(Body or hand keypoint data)
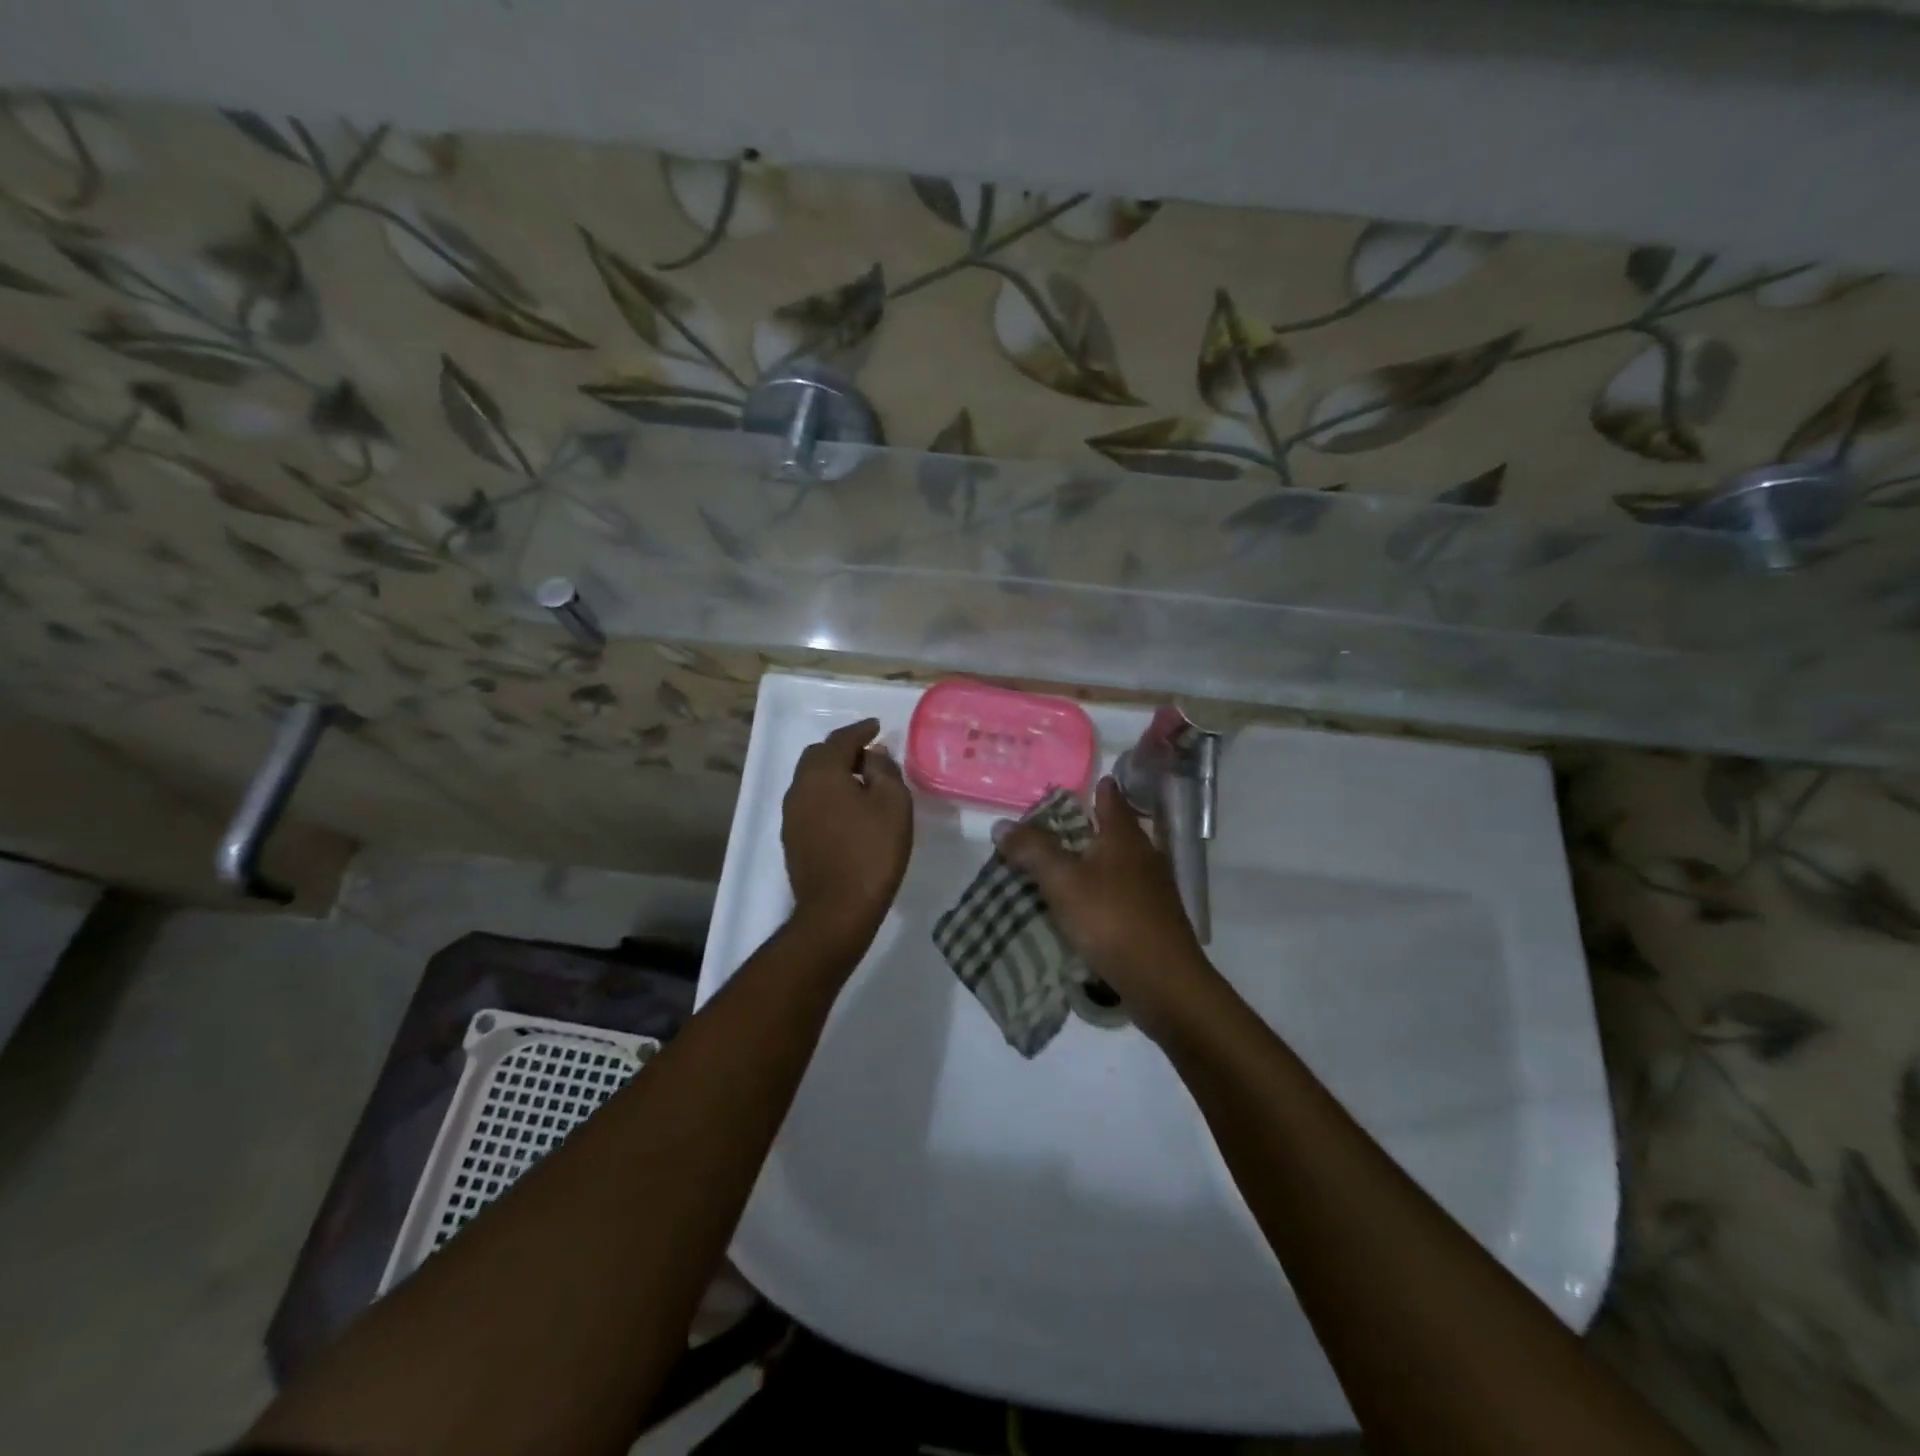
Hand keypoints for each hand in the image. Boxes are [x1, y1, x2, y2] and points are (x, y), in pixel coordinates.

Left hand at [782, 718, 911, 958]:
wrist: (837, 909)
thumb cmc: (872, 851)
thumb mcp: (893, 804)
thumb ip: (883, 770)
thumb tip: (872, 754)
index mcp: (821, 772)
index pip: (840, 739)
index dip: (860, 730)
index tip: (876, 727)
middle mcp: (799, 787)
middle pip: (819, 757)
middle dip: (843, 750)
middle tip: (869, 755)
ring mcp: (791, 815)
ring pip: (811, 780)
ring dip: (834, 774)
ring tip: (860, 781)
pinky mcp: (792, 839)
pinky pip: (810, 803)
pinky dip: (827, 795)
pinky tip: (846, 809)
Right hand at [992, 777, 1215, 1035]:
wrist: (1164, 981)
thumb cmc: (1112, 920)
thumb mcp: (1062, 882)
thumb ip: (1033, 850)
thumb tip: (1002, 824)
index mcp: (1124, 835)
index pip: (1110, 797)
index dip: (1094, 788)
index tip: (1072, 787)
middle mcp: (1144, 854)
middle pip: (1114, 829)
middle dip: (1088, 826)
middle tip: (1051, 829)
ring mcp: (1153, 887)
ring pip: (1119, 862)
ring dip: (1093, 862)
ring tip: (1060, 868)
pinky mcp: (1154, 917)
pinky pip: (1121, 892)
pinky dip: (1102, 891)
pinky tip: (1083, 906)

**REQUIRED WORK**
If a line above holds the word "pinky", copy it.

**SOLVED PROBLEM**
pinky mcp: (792, 839)
pinky pip: (810, 803)
pinky dip: (827, 795)
pinky tip: (846, 809)
pinky mcp: (1154, 917)
pinky pip: (1121, 892)
pinky dip: (1102, 891)
pinky tip: (1083, 906)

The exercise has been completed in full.